I got deeper into the question of Nazi War Loot (NWL) in 2005 when Markus Stötzel, a lawyer  from Marburg, Germany, got in touch and told me of possible NWL that had been taken from my family by the Nazis when they had been put out of business twice in Frankfurt where the most virulent of Jew haters was Mayor.    More was lost after they had fled to Amsterdam, and again the Nazis came and they had to flee to the United States.

 Three years later I became one of the litigants in the case of the Guelph Treasure  against Germany and the Stiftung Preußischer Kulturbesitz (SPK), The Prussian Cultural Heritage Foundation, established by the German Government in 1957.  This unparalled collection of medieval ecclesiastical objects, known in German as the Welfenschatz, is now housed in the Bode Museum, in in Berlin.  It was purchased in the late 1920’s from a noble family by the firms of three  Jewish art dealers in Frankfurt who were later induced to sell most of the collection to the Dresdner Bank for a fraction of its value. The bank was acting  for Hermann Goering who intended the Guelph Treasure to be a birthday gift to Hitler.

Gallery with the Guelph Treasure, Berlin

Recently, I was invited to attend a conference in Los Angeles called “The Future of Nazi Looted Art Recovery in the US and Abroad  It was an opportunity to meet Nicholas O’Donnell of Sullivan and Worcester in Boston, one of the three lawyers working on the Guelph treasure case that I had not  met before, Here is an image of O’Donnell (right) and Markus Stötzel at a press conference on the Guelph Treasure case in Berlin in 2015.  Behind them is an image of the three partners in the purchase consortium.

CBS News & Getty Images

The conference was arranged by the L.A. Law Firm Cyprus LLP and lasted a full day from 8am to 6pm.  Nicholas O’Donnell was on one of the panels and he did a short summary of our case. Another panelist I had never met but was a friend on Face Book, was Simon Goodman, author of a book I highly recommend, “The Orpheus Clock” about the search for his family’s looted collection.  Also, former generations of our family were friends and had lost touch over time.
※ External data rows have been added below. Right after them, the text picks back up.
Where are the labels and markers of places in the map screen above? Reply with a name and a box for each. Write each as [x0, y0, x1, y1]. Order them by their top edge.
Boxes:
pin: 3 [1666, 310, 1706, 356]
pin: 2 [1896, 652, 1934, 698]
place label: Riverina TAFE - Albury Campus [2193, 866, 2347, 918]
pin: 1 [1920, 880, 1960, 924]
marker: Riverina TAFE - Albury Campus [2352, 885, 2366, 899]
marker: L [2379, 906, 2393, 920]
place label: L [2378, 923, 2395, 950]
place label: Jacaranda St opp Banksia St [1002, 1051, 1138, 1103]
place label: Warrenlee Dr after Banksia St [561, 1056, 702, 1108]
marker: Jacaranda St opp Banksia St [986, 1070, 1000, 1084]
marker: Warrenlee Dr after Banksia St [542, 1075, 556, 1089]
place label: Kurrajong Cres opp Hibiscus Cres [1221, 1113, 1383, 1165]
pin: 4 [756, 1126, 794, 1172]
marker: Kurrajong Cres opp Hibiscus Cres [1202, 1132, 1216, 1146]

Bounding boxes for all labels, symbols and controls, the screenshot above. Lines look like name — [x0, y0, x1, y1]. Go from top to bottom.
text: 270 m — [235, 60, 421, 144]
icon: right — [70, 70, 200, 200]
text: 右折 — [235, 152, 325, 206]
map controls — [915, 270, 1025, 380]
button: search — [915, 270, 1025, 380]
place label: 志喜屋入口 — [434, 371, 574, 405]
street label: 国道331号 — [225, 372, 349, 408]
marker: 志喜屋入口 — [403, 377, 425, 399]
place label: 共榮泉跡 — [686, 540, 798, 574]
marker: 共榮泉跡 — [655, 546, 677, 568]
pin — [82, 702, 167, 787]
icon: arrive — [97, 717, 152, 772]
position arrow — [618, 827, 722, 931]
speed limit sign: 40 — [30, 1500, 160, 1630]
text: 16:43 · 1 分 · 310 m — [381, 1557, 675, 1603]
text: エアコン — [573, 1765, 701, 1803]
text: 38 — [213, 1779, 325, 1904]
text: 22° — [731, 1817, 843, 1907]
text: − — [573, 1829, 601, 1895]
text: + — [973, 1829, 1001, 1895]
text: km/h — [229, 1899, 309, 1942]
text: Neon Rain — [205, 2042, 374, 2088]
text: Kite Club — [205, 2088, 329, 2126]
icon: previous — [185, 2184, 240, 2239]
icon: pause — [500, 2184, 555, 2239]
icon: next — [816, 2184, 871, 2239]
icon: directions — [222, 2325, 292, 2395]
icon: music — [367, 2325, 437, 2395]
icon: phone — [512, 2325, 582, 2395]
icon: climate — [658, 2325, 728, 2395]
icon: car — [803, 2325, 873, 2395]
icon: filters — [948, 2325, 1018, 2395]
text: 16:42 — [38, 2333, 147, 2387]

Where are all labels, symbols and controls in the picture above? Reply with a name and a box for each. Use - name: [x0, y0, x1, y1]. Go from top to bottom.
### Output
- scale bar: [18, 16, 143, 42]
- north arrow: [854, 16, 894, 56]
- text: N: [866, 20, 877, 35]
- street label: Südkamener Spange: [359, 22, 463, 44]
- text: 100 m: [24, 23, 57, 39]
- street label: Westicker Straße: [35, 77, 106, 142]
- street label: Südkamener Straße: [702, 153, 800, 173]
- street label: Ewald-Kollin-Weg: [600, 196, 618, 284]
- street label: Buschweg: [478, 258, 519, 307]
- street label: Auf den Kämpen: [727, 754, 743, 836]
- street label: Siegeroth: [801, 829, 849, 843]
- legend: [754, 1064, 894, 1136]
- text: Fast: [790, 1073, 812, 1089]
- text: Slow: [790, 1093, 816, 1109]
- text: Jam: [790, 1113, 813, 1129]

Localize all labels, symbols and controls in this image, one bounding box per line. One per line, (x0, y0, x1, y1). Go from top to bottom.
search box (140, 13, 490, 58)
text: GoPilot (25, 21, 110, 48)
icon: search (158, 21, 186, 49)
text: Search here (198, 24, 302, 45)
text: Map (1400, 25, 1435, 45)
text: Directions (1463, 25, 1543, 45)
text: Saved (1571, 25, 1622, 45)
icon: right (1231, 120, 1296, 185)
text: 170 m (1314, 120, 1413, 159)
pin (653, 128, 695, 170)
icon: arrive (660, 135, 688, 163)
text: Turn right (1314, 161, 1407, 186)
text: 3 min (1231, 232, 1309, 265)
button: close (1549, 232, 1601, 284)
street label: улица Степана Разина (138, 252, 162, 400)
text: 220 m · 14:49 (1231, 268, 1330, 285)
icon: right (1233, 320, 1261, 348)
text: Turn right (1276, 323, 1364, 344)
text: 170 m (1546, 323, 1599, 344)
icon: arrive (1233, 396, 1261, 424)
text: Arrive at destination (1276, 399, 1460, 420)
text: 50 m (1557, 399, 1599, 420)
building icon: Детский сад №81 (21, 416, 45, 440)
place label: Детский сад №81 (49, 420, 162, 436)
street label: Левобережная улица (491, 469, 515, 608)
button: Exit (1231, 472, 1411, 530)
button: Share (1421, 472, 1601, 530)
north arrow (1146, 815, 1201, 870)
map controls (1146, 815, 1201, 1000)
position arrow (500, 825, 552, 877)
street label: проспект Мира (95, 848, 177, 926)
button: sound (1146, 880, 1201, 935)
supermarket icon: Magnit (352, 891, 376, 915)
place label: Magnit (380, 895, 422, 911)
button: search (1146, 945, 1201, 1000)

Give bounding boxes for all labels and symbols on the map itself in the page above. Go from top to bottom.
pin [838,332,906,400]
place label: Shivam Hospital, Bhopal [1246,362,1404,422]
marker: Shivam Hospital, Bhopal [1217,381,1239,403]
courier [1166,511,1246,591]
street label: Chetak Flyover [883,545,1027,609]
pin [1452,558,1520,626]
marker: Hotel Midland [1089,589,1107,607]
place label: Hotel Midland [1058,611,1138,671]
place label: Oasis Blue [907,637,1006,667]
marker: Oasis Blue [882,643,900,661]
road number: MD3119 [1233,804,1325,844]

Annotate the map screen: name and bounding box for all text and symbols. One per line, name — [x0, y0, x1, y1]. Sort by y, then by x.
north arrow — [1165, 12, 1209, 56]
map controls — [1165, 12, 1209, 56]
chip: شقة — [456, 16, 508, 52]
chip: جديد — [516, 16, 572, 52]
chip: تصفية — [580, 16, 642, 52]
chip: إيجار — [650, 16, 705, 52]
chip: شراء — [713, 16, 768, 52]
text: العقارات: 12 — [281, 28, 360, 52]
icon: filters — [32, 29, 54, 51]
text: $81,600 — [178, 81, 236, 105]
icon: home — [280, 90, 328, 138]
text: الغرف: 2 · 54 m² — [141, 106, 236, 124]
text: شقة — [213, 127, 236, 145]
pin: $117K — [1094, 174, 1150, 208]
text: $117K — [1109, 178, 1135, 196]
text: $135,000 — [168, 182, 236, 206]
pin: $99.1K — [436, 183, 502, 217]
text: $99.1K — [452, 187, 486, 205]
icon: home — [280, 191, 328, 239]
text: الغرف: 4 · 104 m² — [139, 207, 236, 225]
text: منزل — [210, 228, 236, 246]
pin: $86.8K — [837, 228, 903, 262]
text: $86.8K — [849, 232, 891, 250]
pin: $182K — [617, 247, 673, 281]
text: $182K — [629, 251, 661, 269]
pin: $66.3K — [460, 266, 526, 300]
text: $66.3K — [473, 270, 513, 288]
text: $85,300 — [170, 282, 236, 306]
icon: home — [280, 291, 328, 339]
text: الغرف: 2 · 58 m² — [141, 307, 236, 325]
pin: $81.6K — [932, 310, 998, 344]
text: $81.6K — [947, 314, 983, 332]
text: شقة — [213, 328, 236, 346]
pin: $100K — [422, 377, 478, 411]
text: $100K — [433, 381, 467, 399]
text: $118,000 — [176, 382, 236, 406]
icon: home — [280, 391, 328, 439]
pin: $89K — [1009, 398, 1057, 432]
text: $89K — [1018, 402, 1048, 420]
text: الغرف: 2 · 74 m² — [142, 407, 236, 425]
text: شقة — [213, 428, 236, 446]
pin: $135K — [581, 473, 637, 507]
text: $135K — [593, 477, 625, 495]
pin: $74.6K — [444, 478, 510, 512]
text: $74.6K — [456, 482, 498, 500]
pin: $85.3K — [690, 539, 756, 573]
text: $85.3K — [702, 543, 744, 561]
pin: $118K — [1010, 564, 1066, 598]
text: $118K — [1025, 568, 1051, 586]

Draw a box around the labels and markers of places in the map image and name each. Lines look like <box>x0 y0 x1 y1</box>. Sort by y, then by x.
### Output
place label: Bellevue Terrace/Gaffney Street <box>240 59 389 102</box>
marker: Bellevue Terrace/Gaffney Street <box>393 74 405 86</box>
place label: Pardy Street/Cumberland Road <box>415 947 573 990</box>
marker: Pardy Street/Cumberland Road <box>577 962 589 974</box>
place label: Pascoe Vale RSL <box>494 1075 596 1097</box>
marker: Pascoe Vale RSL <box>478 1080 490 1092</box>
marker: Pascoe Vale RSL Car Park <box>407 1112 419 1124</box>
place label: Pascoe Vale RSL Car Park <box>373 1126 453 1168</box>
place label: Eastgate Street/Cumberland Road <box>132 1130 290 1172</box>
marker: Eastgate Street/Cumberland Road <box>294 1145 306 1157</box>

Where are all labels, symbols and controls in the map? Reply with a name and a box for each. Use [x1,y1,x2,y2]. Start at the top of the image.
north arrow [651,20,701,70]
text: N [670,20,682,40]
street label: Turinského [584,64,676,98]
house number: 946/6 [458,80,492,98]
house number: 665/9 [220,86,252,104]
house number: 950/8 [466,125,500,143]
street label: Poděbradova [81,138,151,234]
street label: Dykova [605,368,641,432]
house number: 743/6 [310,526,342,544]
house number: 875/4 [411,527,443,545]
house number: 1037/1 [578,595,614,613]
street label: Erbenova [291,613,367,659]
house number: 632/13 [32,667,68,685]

Simon Goodman with The Orpheus Clock

The subjects of the conference included:  1. “Finding and Recovering Nazi Looted Art”
2. “Bringing Claims” 3. “What Can Museums Do” and 4. “What Can the Art Market Do”.  
Also, discussed were issues of litigation (not recommended) and mediation when there is hope of avoiding the former. 

Out of these headings came some interesting and some arcane material.  Under the subject of ways to find evidence of your claim, Professor and author Jonathan Petropolous explained how valuable archives were.  Once they have been opened by the government to the researcher, the archive is only as good as its “Finding Aid’, otherwise you might spend your life there without ever finding what you are looking for.  Another issue that was brought to the fore was that museums wish to make as much information public as their lawyers will allow because they are in conflict wanting to be open but with a competing desire to hold on to an object they believe they acquired in good faith and with good title.  Nicholas O’Donnell has written a book, “A Tragic Fate: Law and Ethics in the Battle over Nazi-Looted Art” dealing with some of these complicated issues.

You cannot imagine the variety of circumstances that have resulted in a cadre of lawyers entering this niche of restitution.  There are situations such as the individual who emerges from a concentration camp and then finds he has lost his home because he was  in arrears on the mortgage.  How was he expected to keep up with the payments?  What about an individual in Austria who retrieved a collection from the salt mines and then was charged export taxes to leave the country with it. 

So many stories!  Was the conference as exciting as it might sound?  Most definitely not!  Was it educational from the point of view of hearing from fascinating people including those from museums and counsel from other countries?   Most definitely so!